There are really very few things that get me ticked off. It takes even more to get me annoyed. A lot more still to make me filthy. But there is one thing guaranteed to fair dinkum boil my wort and pale my ale and it is the shite that do-gooders and know nothings spout at every available opportunity to bad mouth beer.


The thing that got me going this time round was a series of letters to the editor in the big national dailies. And, no, the topic wasn’t even beer. I can’t even remember what the specifics of the topic were but, in general it was drugs and druggies and rehab and gambling and poker machines and smoking. Not beer.


And here is a sample of the sort of thing I’m talking about. Letter writers whinge deluxe about the fact that ‘we poor smokers are being discriminated against’, ‘why pck on drug addicts when beer is more readily available?’, ‘smoking bans in pubs and restaurants are un-Australian’, ‘Cigarettes are a legal product ..’ Blah, Blah Effin’ Blah.


And here’s the bit that really gets my Mountain Goat – they invariably seem to tack on the now standard suffix to these whinges that goes like this; "Why don’t the Government do sumfink about beer drinking. This evil brew causes much more problems and stuff like that and kills people and they crash their cars and kill thereselfs and innocent people and why don’t you just go and ban that."

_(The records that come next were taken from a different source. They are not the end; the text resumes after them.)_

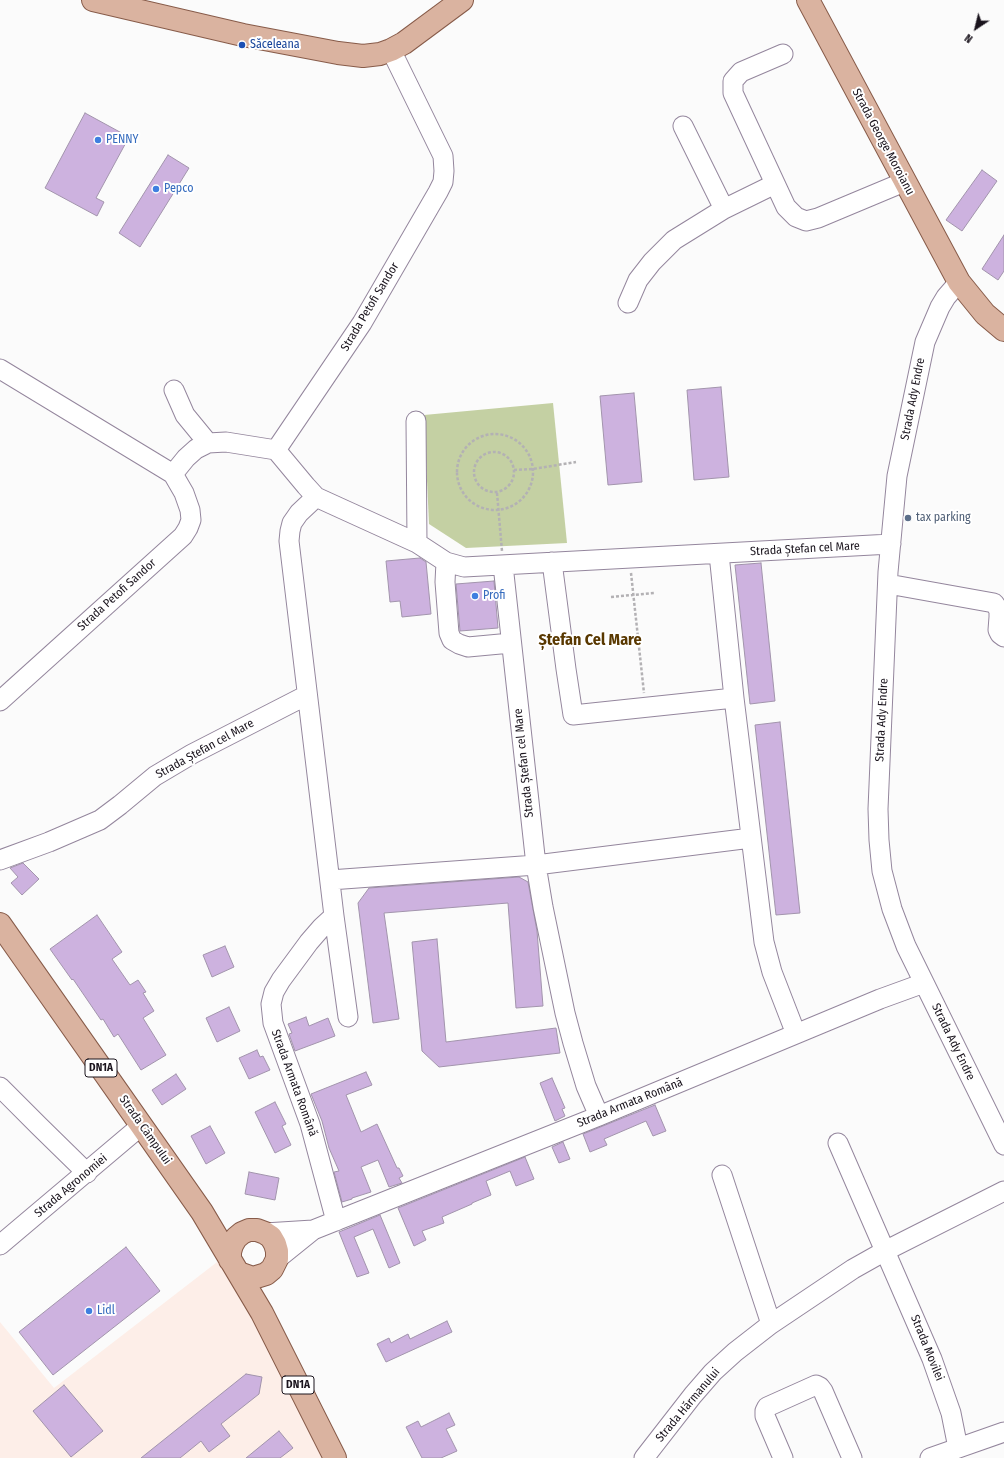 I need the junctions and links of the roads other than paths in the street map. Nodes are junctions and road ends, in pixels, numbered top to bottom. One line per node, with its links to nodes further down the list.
1 (93, 0): 4 (main road)
2 (462, 0): 4 (main road)
3 (808, 0): 7 (main road, Strada George Moroianu)
4 (391, 50): 17 (street, Strada Petofi Sandor)
5 (783, 54): 8 (street)
6 (683, 126): 9 (street)
7 (904, 182): 8 (street); 10 (main road, Strada George Moroianu)
8 (775, 184): 9 (street)
9 (724, 209): 11 (street)
10 (959, 282): 12 (main road, Strada George Moroianu); 21 (street, Strada Ady Endre)
11 (628, 303)
12 (1004, 330)
13 (0, 369): 18 (street, Strada Petofi Sandor)
14 (174, 390): 16 (street)
15 (416, 421): 20 (street)
16 (208, 443): 17 (street); 18 (street)
17 (276, 450): 19 (street, Strada Ștefan cel Mare)
18 (173, 474): 31 (street, Strada Petofi Sandor)
19 (316, 496): 20 (street, Strada Ștefan cel Mare); 29 (street)
20 (417, 544): 23 (street, Strada Ștefan cel Mare)
21 (891, 544): 22 (street, Strada Ștefan cel Mare); 26 (street, Strada Ady Endre)
22 (720, 554): 24 (street, Strada Ștefan cel Mare); 30 (street)
23 (446, 562): 25 (street, Strada Ștefan cel Mare); 28 (street)
24 (552, 562): 25 (street, Strada Ștefan cel Mare); 30 (street)
25 (503, 565): 28 (street, Strada Ștefan cel Mare)
26 (888, 584): 27 (street); 38 (street, Strada Ady Endre)
27 (1004, 637)
28 (511, 643): 34 (street, Strada Ștefan cel Mare)
29 (307, 695): 33 (street, Strada Ștefan cel Mare); 35 (street)
30 (734, 698): 32 (street)
31 (0, 700)
32 (751, 838): 34 (street); 40 (street)
33 (0, 860)
34 (536, 865): 35 (street); 42 (street, Strada Ștefan cel Mare)
35 (330, 880): 36 (street)
36 (334, 916): 39 (street); 50 (street, Strada Armata Română)
37 (0, 924): 43 (main road, Strada Câmpului / DN1A)
38 (924, 983): 40 (street, Strada Armata Română); 45 (street, Strada Ady Endre)
39 (348, 1017)
40 (796, 1034): 42 (street, Strada Armata Română)
41 (0, 1087): 46 (street)
42 (599, 1116): 50 (street, Strada Armata Română)
43 (142, 1126): 46 (street, Strada Agronomiei); 49 (main road, Strada Câmpului / DN1A)
44 (838, 1143): 54 (street)
45 (1004, 1145)
46 (88, 1172): 53 (street, Strada Agronomiei)
47 (722, 1175): 58 (street)
48 (1004, 1191): 54 (street, Strada Hărmanului)
49 (202, 1212): 52 (main road); 56 (main road, Strada Câmpului / DN1A)
50 (336, 1221): 51 (street, Strada Armata Română)
51 (312, 1230): 52 (street, Strada Armata Română); 55 (street)
52 (257, 1232): 55 (main road); 56 (main road)
53 (0, 1245)
54 (885, 1251): 58 (street, Strada Hărmanului); 60 (street, Strada Movilei)
55 (274, 1264): 56 (main road); 57 (main road)
56 (235, 1267): 57 (main road, Strada Câmpului / DN1A)
57 (262, 1313): 61 (main road, Strada Câmpului / DN1A)
58 (771, 1324): 62 (street, Strada Hărmanului)
59 (1004, 1432): 60 (street)
60 (958, 1448): 65 (street)
61 (335, 1458)
62 (644, 1458)
63 (783, 1458): 64 (street)
64 (852, 1458)
65 (930, 1458)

I know that I’m paraphrasing a little and probably shouldn’t have used the quotation marks, but you get the gist. Every day it seems that the same theme is repeated. These people seem to think that beer and smokes are one in the same. I appreciate that plenty of smokers are incapable of enjoying a beer without also filling their lungs with smoke and I also appreciate that some people only feel the need to have a smoke when they are drinking. But drinking beer is NOT the same as smoking.


First, and remember this comes from scientific fact and is repeated in anti smoking advertising – "Every cigarette is doing you harm." I completely agree that excessive beer drinking is not a good health choice but, please, don’t try to fool yourself into thinking that one beer is as bad as one smoke! You will not die from moderate, social or regular beer drinking. The same cannot be said of moderate, social or regular cigarette smoking. I know there are plenty of smokers out there who don’t subscribe to the lunatic theories of the above-berated letter loonies and this blast is not directed at you.

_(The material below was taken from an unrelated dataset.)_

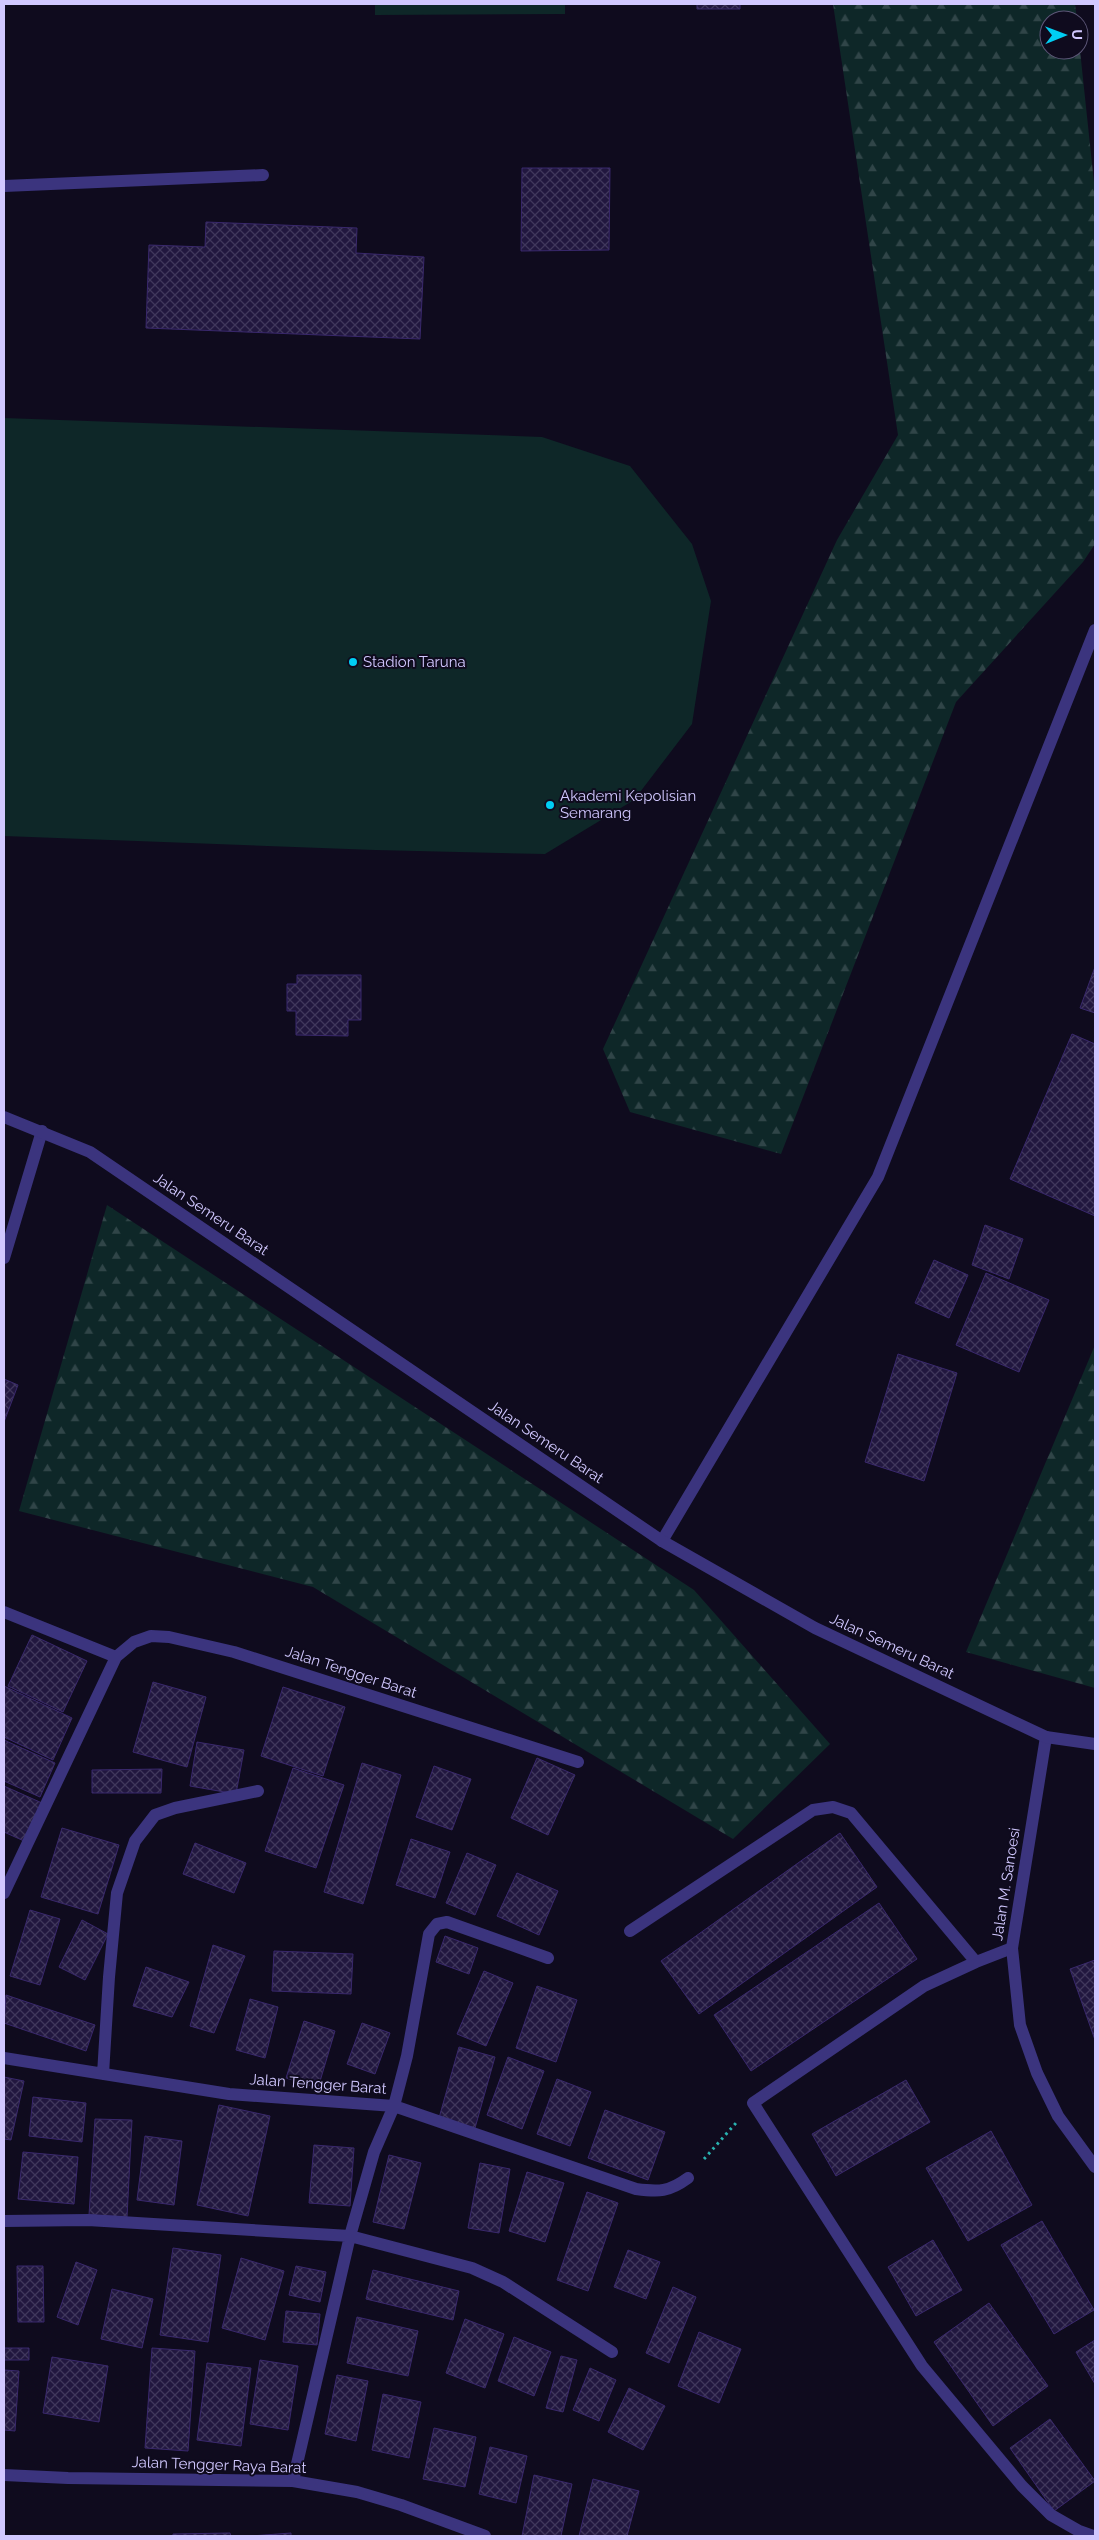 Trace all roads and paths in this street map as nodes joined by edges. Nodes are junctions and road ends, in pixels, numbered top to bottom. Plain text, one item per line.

To those to whom this missive IS directed, beer is, was and always will be a safe form of drinking water, a prized food source and a valuable cultural lubricant. Smoking will always be an activity of choice for many and the cause of a premature death for many more. And don’t even get me started on smoking whilst driving a car, smoking around children and the elderly or the dropping of ciggie butts on the ground, you lazy pricks. You and the lazy pricks who leave shopping trolleys next to your car when the trolley bay is ten steps away are blight on society.


Anyway, enjoy a smoke if that’s what floats your boat, or a quiet ale or a noisy lager or whatever it is that you need to do to live, thrive and survive and remember the words of the twentieth century’s greatest thinkers – Bill & Ted; "Be Excellent to Each other!"
But stop picking on beer. It loves you anyway. And I love t.

Tuesday, July 10, 2007

You Just Might Learn Something

I recently had the pleasure of looking after a group of young-just-under- twenties who were out celebrating a friends’ birthday. I love these occasions because, as an older – not old – restaurant staffer it is almost like looking backwards into a crystal ball. You sort of see the way you were when you were that young and dumb. And you also see the things that really set one generation apart from the next and the one that preceded you. And it’s not just haircuts and music I’m here to tell you.

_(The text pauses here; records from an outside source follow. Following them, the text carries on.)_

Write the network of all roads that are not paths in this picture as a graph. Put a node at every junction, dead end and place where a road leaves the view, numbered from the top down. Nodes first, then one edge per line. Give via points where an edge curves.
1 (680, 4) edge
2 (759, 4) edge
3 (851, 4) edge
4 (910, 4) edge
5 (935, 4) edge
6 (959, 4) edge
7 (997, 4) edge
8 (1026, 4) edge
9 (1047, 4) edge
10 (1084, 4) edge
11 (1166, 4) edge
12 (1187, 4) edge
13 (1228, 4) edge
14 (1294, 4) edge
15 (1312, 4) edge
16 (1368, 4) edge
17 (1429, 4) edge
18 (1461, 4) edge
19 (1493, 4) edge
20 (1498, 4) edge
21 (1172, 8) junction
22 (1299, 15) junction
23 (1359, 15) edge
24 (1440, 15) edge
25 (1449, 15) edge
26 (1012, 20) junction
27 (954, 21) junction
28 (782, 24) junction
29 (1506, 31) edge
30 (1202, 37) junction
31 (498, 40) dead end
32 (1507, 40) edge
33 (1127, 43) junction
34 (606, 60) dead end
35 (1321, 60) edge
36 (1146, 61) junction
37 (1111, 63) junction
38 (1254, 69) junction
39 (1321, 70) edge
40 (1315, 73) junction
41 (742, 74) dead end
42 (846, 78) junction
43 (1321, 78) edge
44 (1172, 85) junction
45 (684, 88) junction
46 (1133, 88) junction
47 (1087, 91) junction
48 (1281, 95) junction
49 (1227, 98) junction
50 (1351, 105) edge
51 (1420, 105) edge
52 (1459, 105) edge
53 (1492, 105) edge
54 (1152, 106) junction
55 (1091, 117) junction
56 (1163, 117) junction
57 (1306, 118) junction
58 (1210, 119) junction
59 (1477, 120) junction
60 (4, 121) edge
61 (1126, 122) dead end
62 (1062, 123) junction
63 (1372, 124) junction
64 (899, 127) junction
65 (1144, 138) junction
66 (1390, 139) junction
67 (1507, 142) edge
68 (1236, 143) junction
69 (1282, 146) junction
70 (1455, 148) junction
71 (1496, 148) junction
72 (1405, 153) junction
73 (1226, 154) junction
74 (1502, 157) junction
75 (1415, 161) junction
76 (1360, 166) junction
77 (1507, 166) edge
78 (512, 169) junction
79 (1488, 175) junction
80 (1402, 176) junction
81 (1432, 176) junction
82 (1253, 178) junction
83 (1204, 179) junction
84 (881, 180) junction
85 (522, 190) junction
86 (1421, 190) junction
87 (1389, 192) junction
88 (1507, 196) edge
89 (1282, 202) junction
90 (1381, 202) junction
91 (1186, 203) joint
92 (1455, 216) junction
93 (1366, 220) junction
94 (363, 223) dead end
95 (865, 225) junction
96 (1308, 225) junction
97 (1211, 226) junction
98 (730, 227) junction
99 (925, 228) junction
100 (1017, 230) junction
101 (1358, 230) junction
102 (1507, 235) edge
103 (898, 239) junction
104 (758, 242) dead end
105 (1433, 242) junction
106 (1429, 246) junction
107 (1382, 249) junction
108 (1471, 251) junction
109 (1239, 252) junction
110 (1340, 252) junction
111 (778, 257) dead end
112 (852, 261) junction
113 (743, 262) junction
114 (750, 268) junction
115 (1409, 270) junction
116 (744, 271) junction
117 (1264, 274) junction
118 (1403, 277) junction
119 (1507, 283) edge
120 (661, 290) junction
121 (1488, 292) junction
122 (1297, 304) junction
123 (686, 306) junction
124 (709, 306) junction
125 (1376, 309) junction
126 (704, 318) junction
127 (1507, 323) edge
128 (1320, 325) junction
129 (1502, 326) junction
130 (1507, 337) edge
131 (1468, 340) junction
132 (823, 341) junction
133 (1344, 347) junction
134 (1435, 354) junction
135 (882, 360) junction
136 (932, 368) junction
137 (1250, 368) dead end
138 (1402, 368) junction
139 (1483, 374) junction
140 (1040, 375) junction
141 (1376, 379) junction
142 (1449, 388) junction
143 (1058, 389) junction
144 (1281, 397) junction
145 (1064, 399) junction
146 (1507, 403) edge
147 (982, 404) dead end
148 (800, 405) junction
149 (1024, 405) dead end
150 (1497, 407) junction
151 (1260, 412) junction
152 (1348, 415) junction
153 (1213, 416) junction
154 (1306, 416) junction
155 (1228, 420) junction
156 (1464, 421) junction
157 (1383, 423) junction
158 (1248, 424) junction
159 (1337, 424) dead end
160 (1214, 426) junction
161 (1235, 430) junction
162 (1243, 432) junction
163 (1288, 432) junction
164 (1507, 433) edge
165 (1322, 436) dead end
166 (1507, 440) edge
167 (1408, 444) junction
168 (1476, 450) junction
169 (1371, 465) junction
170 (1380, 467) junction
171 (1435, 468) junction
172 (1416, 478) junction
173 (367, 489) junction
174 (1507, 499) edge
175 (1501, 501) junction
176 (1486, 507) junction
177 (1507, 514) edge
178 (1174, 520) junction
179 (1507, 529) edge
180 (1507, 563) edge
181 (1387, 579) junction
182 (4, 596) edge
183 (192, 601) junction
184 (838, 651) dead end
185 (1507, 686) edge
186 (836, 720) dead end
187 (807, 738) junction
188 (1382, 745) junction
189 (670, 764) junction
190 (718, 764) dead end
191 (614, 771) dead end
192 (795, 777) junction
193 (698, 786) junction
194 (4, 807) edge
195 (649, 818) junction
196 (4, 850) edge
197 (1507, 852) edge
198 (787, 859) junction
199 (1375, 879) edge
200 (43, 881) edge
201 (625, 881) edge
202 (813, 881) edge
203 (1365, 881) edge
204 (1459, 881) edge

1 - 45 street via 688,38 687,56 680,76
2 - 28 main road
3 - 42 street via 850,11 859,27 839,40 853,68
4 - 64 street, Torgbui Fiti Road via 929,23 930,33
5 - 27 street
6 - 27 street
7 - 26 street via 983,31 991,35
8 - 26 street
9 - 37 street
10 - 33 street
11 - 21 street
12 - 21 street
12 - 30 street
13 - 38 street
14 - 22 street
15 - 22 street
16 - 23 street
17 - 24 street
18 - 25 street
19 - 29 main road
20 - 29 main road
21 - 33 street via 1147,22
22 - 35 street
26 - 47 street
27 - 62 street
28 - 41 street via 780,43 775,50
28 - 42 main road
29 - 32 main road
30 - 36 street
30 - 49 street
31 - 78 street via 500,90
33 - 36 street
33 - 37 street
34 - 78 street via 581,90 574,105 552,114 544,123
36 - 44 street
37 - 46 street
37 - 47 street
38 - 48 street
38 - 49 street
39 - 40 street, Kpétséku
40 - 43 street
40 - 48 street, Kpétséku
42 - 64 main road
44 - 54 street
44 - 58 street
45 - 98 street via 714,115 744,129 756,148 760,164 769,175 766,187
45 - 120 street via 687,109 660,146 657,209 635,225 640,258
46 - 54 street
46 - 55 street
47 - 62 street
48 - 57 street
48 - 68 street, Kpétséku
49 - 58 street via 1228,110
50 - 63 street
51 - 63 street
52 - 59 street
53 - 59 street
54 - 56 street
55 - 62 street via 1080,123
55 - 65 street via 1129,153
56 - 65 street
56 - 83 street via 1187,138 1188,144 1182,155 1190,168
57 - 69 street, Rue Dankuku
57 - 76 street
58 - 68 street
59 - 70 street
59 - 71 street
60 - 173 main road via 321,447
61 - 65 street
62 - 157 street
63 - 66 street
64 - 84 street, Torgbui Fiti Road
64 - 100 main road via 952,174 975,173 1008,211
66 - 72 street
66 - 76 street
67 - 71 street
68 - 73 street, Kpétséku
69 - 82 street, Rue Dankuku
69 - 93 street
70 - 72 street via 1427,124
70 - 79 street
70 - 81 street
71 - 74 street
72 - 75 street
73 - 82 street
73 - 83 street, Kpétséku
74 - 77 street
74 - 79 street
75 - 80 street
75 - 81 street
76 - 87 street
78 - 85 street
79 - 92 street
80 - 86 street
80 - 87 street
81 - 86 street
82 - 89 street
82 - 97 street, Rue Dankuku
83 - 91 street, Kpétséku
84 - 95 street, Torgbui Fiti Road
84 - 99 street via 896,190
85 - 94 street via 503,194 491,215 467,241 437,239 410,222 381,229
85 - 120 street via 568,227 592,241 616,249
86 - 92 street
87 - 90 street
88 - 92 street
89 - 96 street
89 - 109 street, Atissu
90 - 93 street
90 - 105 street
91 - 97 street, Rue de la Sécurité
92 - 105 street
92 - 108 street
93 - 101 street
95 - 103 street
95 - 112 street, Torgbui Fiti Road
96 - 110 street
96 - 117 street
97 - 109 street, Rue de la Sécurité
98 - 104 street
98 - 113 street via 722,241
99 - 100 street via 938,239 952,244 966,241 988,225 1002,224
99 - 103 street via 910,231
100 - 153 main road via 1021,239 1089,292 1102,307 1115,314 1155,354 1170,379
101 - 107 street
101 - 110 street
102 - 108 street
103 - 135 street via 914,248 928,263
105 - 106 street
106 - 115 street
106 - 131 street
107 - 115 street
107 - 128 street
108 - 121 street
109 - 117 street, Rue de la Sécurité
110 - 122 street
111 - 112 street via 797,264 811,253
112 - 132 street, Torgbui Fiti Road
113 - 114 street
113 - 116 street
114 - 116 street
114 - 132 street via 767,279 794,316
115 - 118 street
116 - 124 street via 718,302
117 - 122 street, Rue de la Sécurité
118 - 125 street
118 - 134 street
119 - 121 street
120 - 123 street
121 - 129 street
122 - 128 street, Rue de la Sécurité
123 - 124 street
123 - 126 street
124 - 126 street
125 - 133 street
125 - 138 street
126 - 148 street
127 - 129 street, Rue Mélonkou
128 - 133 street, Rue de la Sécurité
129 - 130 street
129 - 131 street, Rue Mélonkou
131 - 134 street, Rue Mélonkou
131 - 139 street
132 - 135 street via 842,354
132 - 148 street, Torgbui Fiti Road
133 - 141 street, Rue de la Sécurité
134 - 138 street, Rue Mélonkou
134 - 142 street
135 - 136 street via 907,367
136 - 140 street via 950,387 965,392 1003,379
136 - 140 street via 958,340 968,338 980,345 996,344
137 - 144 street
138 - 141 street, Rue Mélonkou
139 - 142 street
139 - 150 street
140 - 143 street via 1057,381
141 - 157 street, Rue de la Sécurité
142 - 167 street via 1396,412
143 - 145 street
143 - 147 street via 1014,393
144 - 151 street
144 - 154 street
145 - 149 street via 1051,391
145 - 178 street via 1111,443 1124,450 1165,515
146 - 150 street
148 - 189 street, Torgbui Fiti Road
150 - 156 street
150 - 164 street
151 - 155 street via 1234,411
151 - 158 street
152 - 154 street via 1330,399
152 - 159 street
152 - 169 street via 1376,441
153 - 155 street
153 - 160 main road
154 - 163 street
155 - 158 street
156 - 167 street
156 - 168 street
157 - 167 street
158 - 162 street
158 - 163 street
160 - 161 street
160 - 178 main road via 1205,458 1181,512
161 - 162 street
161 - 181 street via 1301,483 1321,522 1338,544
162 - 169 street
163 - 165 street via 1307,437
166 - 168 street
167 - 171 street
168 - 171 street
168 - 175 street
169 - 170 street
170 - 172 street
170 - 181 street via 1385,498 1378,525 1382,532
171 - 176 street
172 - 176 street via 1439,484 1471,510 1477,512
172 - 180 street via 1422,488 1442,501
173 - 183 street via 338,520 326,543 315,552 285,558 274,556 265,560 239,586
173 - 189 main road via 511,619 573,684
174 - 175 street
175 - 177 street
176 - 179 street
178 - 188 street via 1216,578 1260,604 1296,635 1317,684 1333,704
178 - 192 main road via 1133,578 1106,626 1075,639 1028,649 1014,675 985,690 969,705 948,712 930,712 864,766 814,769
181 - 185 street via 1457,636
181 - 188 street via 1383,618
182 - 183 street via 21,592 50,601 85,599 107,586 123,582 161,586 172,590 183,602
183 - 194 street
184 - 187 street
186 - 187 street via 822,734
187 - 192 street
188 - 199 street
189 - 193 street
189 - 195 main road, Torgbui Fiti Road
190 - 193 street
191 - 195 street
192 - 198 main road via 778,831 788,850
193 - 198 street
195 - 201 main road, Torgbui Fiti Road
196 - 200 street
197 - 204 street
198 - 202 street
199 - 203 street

It’s beer as well. I thought that, as beer drinkers, we might have evolved over the decades. Has my generation and the one before that and the one before that not passed down the knowledge of experience? Have we failed to deliver on the simple task of beer-ducating the modern young drinker? Has the beer ball been dropped? No. Probably not. It’s just that every nineteen year old bloke has that mutant genome sequence abnormality that makes him think that he is a hundred foot tall and bullet proof and that all the girls think he’s SOOOO HOT! Like, whateverrrr! Duh!

And he thinks that beer is just beer.

And, really, the beer drinking habits of the average school leaver drinker haven’t evolved very much at all. It’s all still basically about quantity over quality, fashion over flavour and chucking over choice.
“Ay, mate, can oi ‘ave one of them big arse fancy imported glasses like what that bloke got? ‘Sept wiv VB innit?” No. No you can not. And get a haircut.

The boys in question were very taken by the 1160ml glasses that St Arnou kindly provide us to help market the St Cloud Hefeweizen. Four of the lads decided that this was a challenge that they needed to undertake. Nay, conquer. After ascertaining that three of them had never had a wheat beer before – let alone an unfiltered version – and that the fourth thought that he’d had had one and it tasted ‘rooly terrbull’, I did the right thing. Kicked their arses and revoked their drinking licences. Not really. I got them a small taster first and talked them down to pints. One got through his quickly and the others nursed theirs into ale old age. By the end they wouldn’t admit to not enjoying it but were merely lamenting the fact that I wouldn’t let them have ‘them big arse ones’ – cos’ that would’ve been a real challenge. In the end it was the challenge of putting away as much piss as they could rather than trying a new style of beer. Or even learning that there even WAS a style of beer other than VB.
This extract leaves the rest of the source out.